Il trattamento umanitario previsto dalla III convenzione di Ginevra del 1929 è il frutto di un negoziato fra stati che ha cercato di tenere conto di due esigenze diverse:

  • sicurezza dello Stato che detiene il prigioniero;
  • fedeltà al proprio paese del prigioniero.

Il prigioniero di guerra, infatti, non essendo cittadino della potenza detentrice, non è legato ad essa da alcun dovere di fedeltà, ma anzi come soldato è spesso vincolato al dovere di cercare di combattere per il proprio paese, pertanto, ad esempio, se il prigioniero tenta la fuga e non riesce a raggiungere le proprie linee, potrà essere punito solo disciplinarmente e non penalmente (se però nel tentare la fuga uccide o ferisce qualcuno o compie altri reati allora potrà essere perseguito penalmente in base alle leggi del paese dove è trattenuto).

I prigionieri possono essere internati in campi.
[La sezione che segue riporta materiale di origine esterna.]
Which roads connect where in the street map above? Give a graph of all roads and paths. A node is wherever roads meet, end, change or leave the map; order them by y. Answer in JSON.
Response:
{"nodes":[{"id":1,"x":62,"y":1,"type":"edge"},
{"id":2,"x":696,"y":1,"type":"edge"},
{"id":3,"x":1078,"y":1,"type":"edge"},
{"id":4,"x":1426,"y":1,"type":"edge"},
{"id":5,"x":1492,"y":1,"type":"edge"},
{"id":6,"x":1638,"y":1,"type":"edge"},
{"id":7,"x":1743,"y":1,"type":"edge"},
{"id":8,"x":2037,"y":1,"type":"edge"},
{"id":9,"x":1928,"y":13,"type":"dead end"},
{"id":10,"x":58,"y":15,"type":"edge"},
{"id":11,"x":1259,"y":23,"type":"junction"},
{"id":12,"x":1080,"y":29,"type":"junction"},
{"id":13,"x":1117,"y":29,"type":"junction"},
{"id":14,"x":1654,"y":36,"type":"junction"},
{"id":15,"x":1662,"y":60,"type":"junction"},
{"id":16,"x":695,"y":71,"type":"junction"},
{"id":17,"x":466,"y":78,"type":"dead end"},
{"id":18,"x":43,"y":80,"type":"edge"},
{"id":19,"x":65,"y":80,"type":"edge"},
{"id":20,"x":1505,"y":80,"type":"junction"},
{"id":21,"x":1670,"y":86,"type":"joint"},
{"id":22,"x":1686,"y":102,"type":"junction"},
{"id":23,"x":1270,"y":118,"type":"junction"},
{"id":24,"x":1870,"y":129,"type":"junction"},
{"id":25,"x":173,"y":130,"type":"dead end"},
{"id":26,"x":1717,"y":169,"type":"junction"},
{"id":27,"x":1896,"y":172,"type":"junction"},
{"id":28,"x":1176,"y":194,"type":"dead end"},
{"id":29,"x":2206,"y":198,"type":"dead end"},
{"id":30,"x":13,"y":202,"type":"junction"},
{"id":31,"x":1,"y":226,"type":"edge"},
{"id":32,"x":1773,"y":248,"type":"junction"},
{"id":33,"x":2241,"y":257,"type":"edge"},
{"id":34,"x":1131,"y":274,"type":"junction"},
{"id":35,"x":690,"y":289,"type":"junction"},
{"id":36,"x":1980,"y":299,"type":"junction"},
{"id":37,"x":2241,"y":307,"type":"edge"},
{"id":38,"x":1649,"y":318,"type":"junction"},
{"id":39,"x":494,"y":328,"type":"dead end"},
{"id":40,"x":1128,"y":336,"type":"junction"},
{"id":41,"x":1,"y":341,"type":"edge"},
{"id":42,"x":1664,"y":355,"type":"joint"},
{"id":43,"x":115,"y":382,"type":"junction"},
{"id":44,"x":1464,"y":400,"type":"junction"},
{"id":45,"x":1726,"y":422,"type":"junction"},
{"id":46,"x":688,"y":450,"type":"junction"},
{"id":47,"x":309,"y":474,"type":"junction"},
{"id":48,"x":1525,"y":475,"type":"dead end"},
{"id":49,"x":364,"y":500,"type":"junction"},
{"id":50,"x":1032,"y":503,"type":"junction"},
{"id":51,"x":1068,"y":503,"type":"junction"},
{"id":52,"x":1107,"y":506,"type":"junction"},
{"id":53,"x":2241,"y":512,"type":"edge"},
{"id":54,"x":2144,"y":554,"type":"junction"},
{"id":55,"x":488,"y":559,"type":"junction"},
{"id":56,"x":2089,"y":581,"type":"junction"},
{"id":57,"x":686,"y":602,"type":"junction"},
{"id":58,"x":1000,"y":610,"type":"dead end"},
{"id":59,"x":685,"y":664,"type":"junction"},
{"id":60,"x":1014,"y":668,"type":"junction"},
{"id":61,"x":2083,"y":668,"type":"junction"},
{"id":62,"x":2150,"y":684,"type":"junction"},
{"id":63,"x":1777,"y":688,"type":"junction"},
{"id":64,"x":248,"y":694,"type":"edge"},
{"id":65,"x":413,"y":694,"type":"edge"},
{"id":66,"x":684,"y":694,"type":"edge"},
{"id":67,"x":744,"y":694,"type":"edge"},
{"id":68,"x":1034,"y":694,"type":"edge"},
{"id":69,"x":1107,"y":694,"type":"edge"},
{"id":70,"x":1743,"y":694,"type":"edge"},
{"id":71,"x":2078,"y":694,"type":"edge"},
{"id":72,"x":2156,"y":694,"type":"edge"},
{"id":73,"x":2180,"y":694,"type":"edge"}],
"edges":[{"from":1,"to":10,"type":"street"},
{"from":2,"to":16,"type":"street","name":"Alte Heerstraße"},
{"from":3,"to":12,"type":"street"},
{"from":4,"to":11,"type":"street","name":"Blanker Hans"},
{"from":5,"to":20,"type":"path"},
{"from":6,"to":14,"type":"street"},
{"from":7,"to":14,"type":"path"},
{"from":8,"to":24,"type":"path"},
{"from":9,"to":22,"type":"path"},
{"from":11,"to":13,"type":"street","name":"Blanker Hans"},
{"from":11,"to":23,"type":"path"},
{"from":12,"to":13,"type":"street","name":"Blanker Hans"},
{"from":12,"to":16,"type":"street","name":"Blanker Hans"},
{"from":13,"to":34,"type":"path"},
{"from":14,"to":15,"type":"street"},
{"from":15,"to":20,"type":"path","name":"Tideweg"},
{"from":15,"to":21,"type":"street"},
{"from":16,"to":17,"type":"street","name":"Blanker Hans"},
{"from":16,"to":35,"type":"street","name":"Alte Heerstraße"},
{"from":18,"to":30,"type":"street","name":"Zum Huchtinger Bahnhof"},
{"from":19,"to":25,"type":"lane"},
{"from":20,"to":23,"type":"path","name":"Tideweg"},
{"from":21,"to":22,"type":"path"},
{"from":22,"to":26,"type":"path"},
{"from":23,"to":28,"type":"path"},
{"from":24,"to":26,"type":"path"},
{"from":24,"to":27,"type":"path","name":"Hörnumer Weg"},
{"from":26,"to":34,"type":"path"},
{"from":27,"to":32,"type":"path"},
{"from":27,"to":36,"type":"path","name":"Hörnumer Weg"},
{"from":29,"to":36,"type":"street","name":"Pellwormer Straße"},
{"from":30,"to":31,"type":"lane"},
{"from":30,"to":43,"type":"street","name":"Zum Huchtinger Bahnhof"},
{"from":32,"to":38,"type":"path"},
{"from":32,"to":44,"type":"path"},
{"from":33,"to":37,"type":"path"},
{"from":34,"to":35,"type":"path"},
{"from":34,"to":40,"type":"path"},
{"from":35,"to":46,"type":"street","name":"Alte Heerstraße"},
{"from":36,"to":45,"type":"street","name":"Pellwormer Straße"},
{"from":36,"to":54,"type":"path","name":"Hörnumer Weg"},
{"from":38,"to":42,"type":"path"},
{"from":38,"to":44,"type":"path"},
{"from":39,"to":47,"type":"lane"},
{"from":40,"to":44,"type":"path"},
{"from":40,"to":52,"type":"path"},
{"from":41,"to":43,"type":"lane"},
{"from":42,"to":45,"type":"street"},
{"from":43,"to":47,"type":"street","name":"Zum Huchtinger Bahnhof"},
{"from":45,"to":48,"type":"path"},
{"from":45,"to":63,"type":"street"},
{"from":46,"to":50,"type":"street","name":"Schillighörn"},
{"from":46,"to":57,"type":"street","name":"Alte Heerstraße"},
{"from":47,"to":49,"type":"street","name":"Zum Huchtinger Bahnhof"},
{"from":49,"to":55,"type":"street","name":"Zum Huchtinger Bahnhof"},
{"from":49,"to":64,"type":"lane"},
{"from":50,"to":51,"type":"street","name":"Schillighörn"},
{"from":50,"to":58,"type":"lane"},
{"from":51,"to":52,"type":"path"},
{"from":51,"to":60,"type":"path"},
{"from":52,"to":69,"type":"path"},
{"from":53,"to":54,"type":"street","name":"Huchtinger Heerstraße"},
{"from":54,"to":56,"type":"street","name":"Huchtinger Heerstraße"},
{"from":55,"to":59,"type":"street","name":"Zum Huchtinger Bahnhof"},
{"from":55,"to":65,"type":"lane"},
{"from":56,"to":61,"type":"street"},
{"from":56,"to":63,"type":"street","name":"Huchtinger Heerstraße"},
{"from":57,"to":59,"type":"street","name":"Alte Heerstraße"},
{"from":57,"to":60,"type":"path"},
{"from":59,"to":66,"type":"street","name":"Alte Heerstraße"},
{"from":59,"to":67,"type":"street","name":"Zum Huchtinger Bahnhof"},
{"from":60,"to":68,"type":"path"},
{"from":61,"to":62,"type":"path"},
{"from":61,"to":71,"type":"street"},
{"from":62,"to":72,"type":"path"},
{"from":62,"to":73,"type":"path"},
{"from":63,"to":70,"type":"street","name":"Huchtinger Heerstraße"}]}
Ai soldati semplici può essere assegnato lavoro manuale, ai sottufficiali lavoro di supervisione. Non è permesso assegnare lavoro agli ufficiali, a meno che loro stessi lo richiedano. I prigionieri non possono essere obbligati a lavori di carattere militare.

Ai delegati del Comitato internazionale della Croce Rossa è concessa la visita ai prigionieri senza testimoni.
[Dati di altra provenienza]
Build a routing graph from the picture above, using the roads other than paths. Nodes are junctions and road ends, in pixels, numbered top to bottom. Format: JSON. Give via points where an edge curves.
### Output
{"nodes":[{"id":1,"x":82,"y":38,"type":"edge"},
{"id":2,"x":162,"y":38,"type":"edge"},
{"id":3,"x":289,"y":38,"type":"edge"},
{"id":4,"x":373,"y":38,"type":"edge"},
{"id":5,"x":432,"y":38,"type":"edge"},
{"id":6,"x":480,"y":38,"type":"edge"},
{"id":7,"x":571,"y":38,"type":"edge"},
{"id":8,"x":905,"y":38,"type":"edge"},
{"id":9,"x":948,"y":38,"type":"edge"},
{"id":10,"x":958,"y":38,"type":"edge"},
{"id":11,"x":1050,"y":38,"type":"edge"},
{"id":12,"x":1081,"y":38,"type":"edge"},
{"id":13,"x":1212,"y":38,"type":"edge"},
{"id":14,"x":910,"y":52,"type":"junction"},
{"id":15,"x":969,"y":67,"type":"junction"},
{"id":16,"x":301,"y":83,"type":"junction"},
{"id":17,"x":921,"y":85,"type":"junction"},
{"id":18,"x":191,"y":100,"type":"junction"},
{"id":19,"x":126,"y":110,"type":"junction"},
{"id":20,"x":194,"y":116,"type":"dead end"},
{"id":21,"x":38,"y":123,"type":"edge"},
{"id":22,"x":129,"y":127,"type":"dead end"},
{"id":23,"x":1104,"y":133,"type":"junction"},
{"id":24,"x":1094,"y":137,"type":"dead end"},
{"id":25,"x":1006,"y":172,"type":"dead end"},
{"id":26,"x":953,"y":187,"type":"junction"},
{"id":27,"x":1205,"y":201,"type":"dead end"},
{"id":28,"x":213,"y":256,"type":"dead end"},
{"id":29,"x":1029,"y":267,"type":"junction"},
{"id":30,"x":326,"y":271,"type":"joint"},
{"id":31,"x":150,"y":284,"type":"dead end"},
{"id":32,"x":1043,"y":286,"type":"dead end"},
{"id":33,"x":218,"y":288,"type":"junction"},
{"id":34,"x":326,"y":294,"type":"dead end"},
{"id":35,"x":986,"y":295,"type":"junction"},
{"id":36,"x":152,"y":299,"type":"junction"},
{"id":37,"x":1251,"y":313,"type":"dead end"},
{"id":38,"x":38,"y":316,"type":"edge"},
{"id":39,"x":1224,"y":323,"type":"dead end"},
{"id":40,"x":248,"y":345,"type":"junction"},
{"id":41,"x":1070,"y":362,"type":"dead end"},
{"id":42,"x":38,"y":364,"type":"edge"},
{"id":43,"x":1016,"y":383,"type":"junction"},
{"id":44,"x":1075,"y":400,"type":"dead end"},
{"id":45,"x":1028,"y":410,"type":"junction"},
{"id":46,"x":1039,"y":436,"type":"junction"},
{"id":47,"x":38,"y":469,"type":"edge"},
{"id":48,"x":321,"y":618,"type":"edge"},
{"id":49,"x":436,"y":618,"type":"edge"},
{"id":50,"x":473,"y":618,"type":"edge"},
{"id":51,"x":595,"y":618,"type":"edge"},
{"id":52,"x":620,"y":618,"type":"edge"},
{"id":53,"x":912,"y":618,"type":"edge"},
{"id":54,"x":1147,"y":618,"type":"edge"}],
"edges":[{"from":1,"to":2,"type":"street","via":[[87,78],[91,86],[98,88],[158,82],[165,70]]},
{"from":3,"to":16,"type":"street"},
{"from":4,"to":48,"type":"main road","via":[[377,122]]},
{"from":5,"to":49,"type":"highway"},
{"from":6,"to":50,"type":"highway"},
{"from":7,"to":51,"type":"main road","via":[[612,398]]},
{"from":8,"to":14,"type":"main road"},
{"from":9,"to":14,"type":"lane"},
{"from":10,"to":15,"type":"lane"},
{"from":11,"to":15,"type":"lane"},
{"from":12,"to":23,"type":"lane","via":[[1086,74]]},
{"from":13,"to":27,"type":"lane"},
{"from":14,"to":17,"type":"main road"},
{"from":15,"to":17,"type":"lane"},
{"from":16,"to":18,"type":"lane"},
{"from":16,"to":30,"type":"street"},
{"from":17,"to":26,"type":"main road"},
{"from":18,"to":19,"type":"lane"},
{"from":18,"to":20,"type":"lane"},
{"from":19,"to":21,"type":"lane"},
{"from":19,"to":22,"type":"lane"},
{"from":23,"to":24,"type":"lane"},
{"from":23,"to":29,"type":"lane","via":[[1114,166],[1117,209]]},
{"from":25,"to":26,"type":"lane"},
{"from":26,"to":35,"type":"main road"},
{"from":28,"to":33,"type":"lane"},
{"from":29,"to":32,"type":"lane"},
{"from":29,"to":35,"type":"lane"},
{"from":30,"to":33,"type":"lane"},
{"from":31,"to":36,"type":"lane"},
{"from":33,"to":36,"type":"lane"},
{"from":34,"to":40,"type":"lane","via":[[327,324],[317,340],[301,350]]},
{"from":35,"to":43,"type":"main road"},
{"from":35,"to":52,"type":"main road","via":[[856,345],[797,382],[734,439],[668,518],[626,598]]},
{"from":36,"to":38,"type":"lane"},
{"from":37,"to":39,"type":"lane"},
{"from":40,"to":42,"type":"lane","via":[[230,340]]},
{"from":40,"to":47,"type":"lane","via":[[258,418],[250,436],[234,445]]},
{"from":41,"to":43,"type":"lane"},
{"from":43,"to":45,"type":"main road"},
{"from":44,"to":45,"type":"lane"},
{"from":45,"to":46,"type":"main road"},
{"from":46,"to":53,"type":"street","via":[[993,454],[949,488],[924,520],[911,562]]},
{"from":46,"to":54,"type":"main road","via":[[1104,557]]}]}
La terza convenzione di Ginevra è fondata sui diritti dei prigionieri di guerra quali vittime di guerra, mentre le precedenti convenzioni dell'Aia del 1899 e del 1907 sono fondate sul dovere del trattamento da parte dei militari detentori. Fu risottoscritta a Ginevra nel 1949, in sostituzione della precedente convenzione del 17 giugno 1925.